The allegations, first reported in the Guardian newspaper, claim that  $1 million was paid to the Serbian war criminal by Vitol to settle a score over a secret oil deal to supply Slobodan Milosevic’s Serbia with fuel.  Vitol asserts that there was no illegality involved with the transaction.

Arkan, who was heavily involved in organised crime, was indicted by the International Criminal Tribunal for the former Yugoslavia for war crimes which resulted in the deaths of hundreds of Bosnian Muslims and Kosovo Albanians.  He was assassinated in Belgrade in January 2000.  It remains uncertain who ordered the killing, but it is widely believed that he was assassinated on the orders of a rival Serbian criminal network.

Scottish born businessman Ian Taylor, who became the Chief Executive of Vitol in 1995, has previously made substantial donations to the Conservative party, and attended a private dinner with Prime Minister David Cameron at Downing Street in November 2011.  The Labour MP John Mann, a member of the Treasury Select Committee, described Mr Taylor’s donations to the Tory Party as ‘dirty money’.

Although born in Scotland, Mr Taylor was educated and brought up in England and has not lived in Scotland since he was a small child and is not registered to vote in the 2014 referendum.

According to the Sunday Herald, he made the controversial donation of £500,000 to the “Better Together” campaign after a private meeting with Labour MP Alistair Darling on Lewis.  Mr Darling, who heads the pro-Union cross party alliance has a holiday home on the island.

The SNP now wants Mr Darling to explain just how much he knew about Mr Taylor’s background, his status as a non-Scottish resident who has no vote in the referendum, and his business dealings.

The SNP also want the Labour MP to explain why he believed that Mr Taylor was an appropriate person from whom to accept a large donation given that other members of the Labour party have described his political donations as “dirty money”.

There are also reports his company pled guilty in a New York court to breaching the UN sanctions regime against the government of Saddam Hussein.  According to Reuters, Vitol was ordered to pay fines and restitution amounting to $17.5 million.

In September 2012, Reuters claimed that Vitol had skirted sanctions in order to trade in Iranian oil, selling it to China.  Despite being in direct breach of EU and US sanctions, Vitol as a registered company in Switzerland, was not obliged to adhere the sanctions.  Vitol has denied there was any wrong-doing in the deals.

In December 2012 the Telegraph reported that Vitol paid some employees through a tax avoidance scheme, so-called Employee Benefit Trusts.  The scheme allowed the company to avoid paying tax on UK employees’ salaries.  According to the newspaper, Vitol is now engaged in negotiations with HMRC in order to reach a settlement on paying off the outstanding tax bill.

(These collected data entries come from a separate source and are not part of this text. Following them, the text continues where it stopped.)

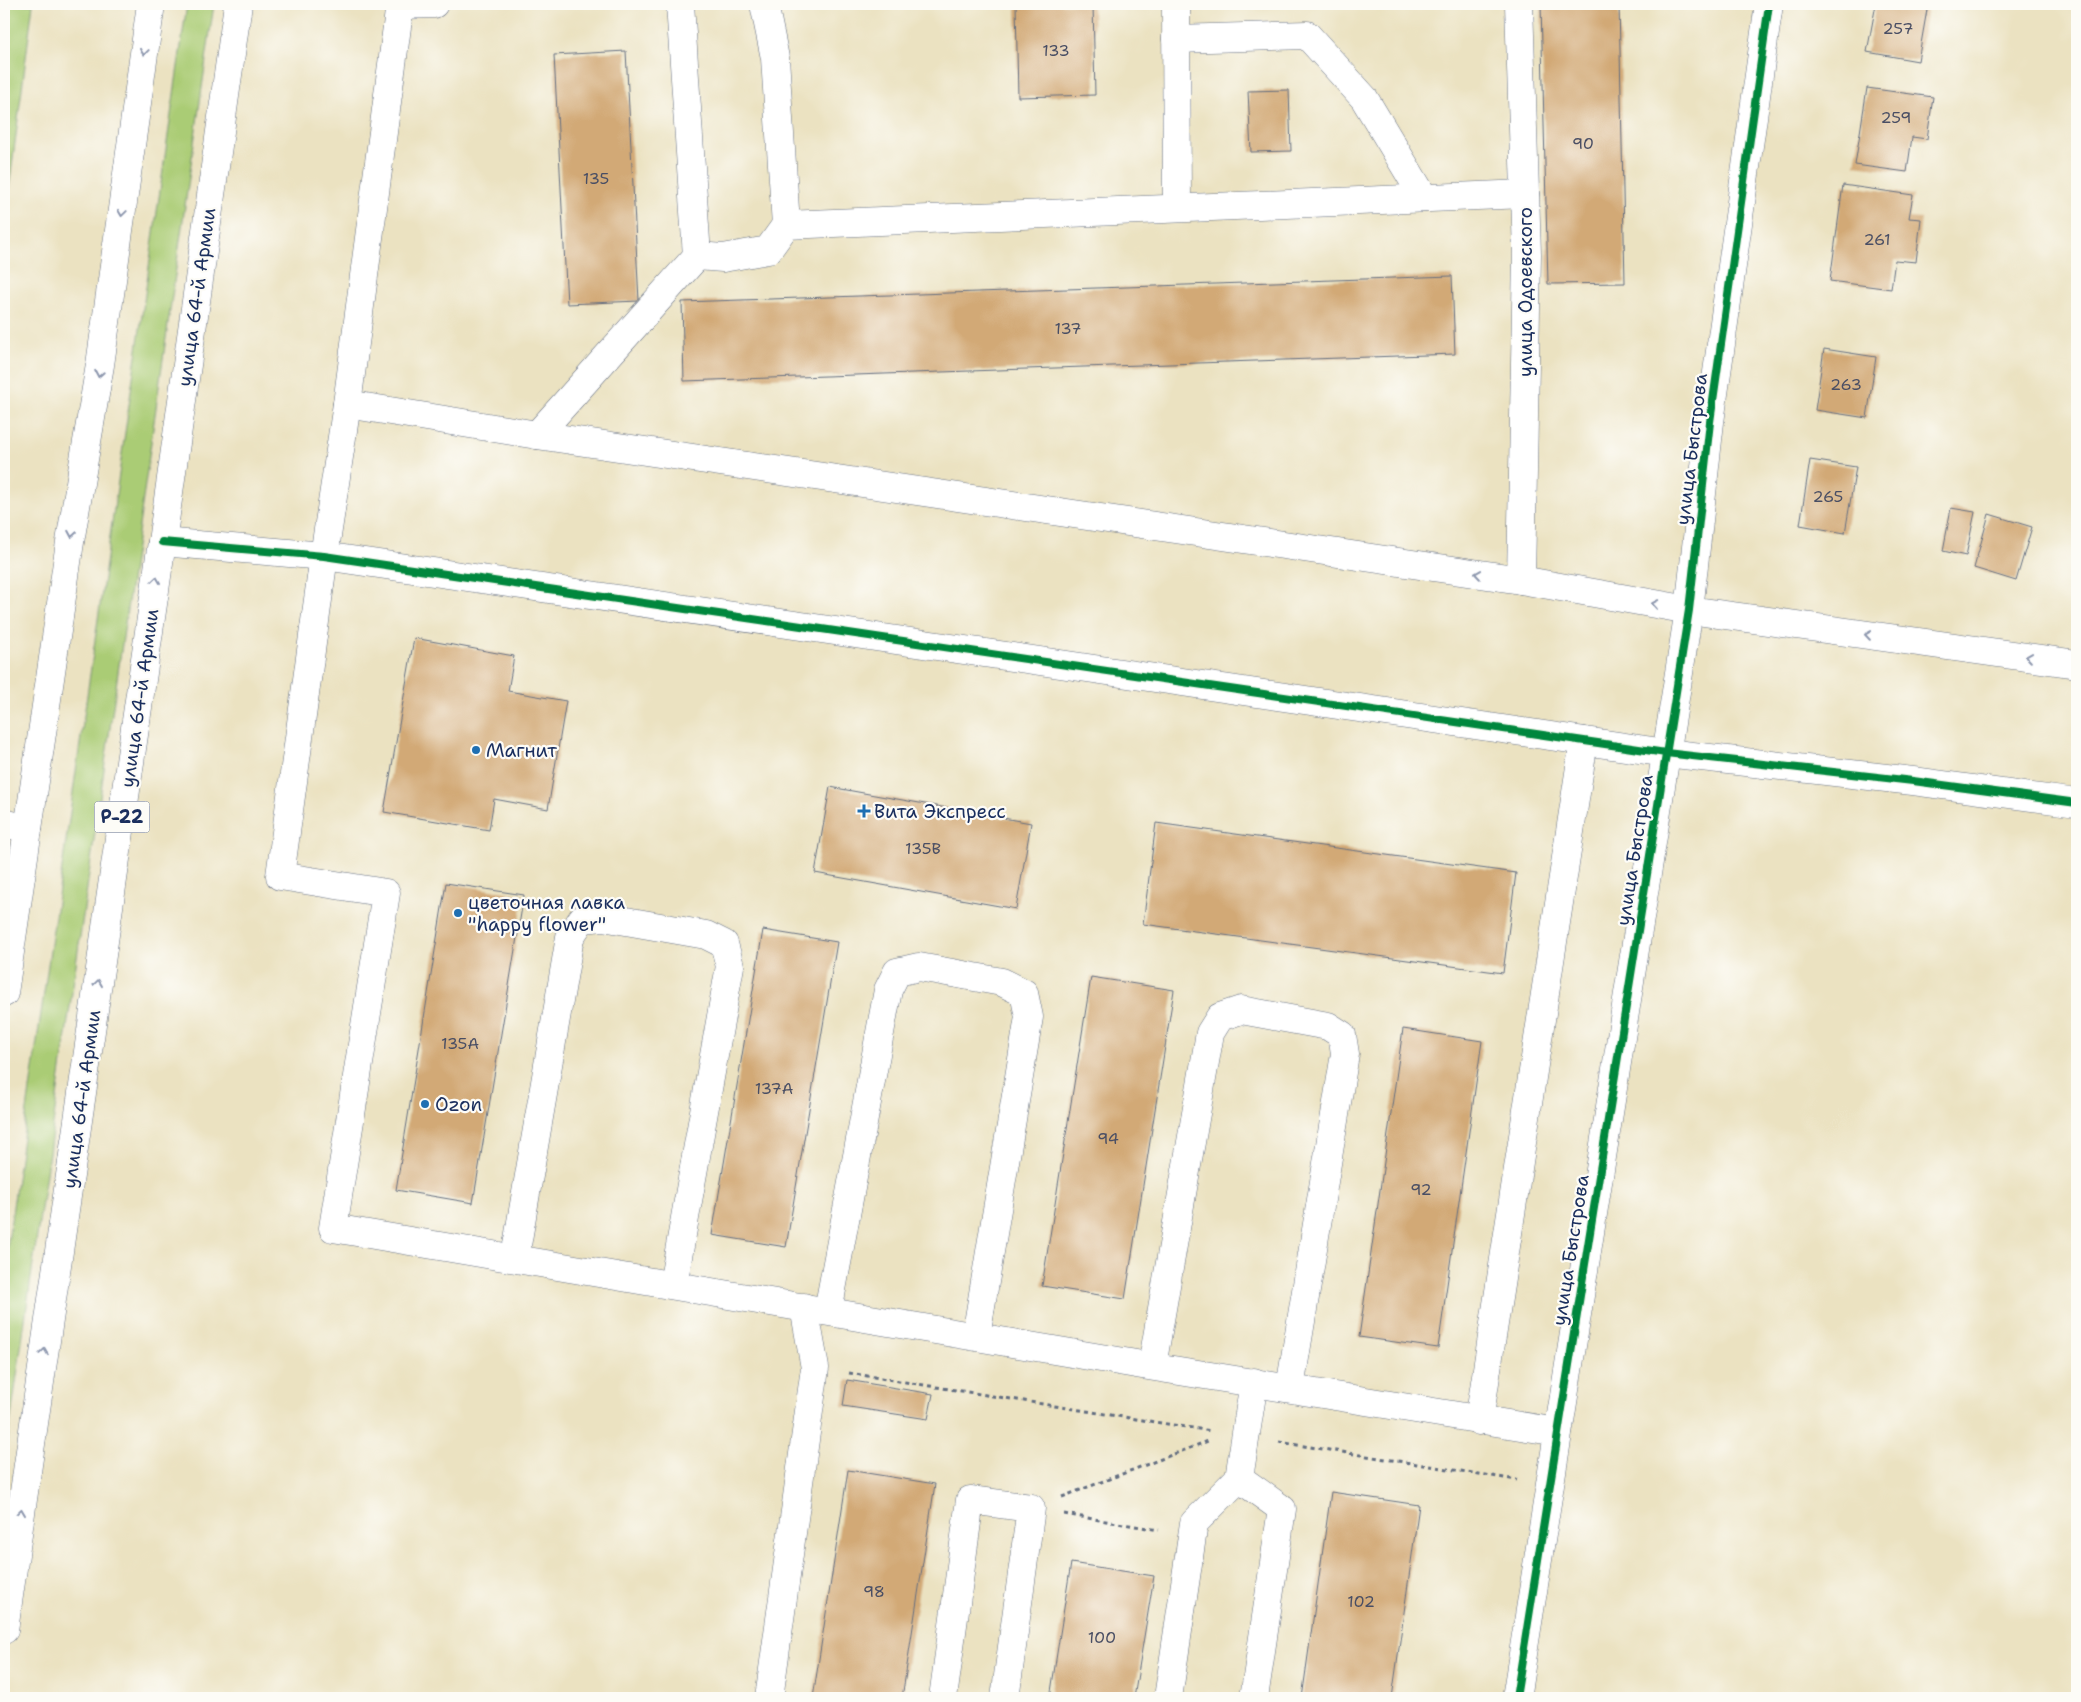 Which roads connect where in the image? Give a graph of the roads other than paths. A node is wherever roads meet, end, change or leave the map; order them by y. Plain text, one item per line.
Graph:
1 (151, 4) edge
2 (238, 4) edge
3 (434, 4) edge
4 (680, 4) edge
5 (764, 4) edge
6 (1176, 4) edge
7 (1519, 4) edge
8 (1769, 4) edge
9 (400, 5) edge
10 (1176, 39) junction
11 (1525, 194) junction
12 (1424, 198) junction
13 (1177, 208) junction
14 (786, 224) junction
15 (697, 256) junction
16 (347, 404) junction
17 (537, 435) junction
18 (162, 542) junction
19 (324, 556) junction
20 (1521, 580) junction
21 (1689, 610) junction
22 (2077, 664) edge
23 (1584, 741) junction
24 (1666, 753) junction
25 (2077, 803) edge
26 (16, 826) edge
27 (4, 993) edge
28 (515, 1257) junction
29 (673, 1286) junction
30 (816, 1309) junction
31 (976, 1336) junction
32 (1152, 1366) junction
33 (1254, 1382) junction
34 (1290, 1388) junction
35 (1479, 1420) junction
36 (1558, 1432) junction
37 (1239, 1478) junction
38 (4, 1630) edge
39 (769, 1698) edge
40 (943, 1698) edge
41 (1005, 1698) edge
42 (1168, 1698) edge
43 (1254, 1698) edge
44 (1516, 1698) edge

1 -> 26 main road
2 - 18 main road, улица 64-й Армии / Р-22
3 - 9 main road
4 - 15 main road
5 - 14 main road
6 - 10 main road
7 - 11 main road, улица Одоевского
8 - 21 main road, улица Быстрова
9 - 16 main road
10 - 12 main road
10 - 13 main road
11 - 12 main road
11 - 20 main road, улица Одоевского
12 - 13 main road
13 - 14 main road
14 - 15 main road
15 - 17 main road
16 - 17 main road
16 - 19 main road
20 -> 17 main road
18 - 19 main road
38 -> 18 main road, улица 64-й Армии / Р-22
19 - 23 main road
19 - 28 main road
21 -> 20 main road
22 -> 21 main road
21 - 24 main road, улица Быстрова
23 - 24 main road
23 - 35 main road
24 - 25 main road
24 - 36 main road, улица Быстрова
26 - 27 main road
28 - 29 main road
28 - 29 main road
29 - 30 main road
30 - 31 main road
30 - 31 main road
30 - 39 main road
31 - 32 main road
32 - 33 main road
32 - 34 main road
33 - 34 main road
33 - 37 main road
34 - 35 main road
35 - 36 main road
36 - 44 main road, улица Быстрова
37 - 42 main road
37 - 43 main road
40 - 41 main road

Speaking to the Sunday Times following the revelations, Mr Taylor said: “We will have to pay something.  We will work hard to do what is best for our employees, but we must abide by the legislation – and we will.”

In 2011, according to the Financial Times, Vitol also played a controversial role in the Libyan conflict, reportedly providing fuel to Libyan rebels in exchange for crude oil.  The deals were set up by Alan Duncan, the International Development Minister.  Mr Duncan is a friend and former colleague of Mr Taylor and has received a number of donations from him. 

Angus Robertson MP, the SNP’s Westminster leader, said the onus was now on Alistair Darling to launch an internal investigation into Mr Taylor’s £500,000 donation and has called on him to return the money until the investigation is complete.

Mr Robertson said:

“This information is extremely serious, and raises urgent questions which Alistair Darling must answer. The No campaign must return this money immediately pending full answers to these questions.

“Material fully in the public domain states that during his tenure as chief executive Mr Taylor’s company paid $1 million to the Serbian war criminal Arkan, who was indicted at The Hague for crimes against humanity. Arkan’s appalling crimes of ethnic cleansing were well documented as far back as 2001, and included the cold-blooded massacre of 250 patients and staff in a hospital.

“Among other issues, also during Mr Taylor’s tenure it is reported that ‘Vitol pled guilty in a New York court to paying surcharges to Iraq’s national oil company during Saddam Hussein’s regime, undermining the UN oil-for-food programme in Iraq’; and was involved in a tax avoidance scheme in the UK for over a decade.

“Mr Taylor’s donations to the Tory Party were questioned and criticised by Labour’s Douglas Alexander in relation to a conflict of interest about oil contracts in Libya, so the No campaign must have been aware of these matters.

“And it was a Labour MP and member of the Treasury Select Committee John Mann who described Mr Taylor’s donations to the Tory Party as ‘dirty money’.

“We know that Alistair Darling met Mr Taylor to discuss his donation, and we need to know if he asked him about any of these issues. In the interests of transparency and a fair referendum campaign, the No campaign must hand this money back to Mr Taylor until Mr Darling has been able to answer:

  • Will the No campaign launch an internal investigation into this matter and make its conclusions public?
  • What Mr Darling and Mr Taylor discussed, and did it include these issues?
  • What Mr Darling and No campaign knew about these issues, and what their opinion is of them?”

A spokesperson for Vitol said:

“The company has taken legal advice and will take whatever steps are deemed necessary to have these inaccuracies corrected, and to prevent their further publication.”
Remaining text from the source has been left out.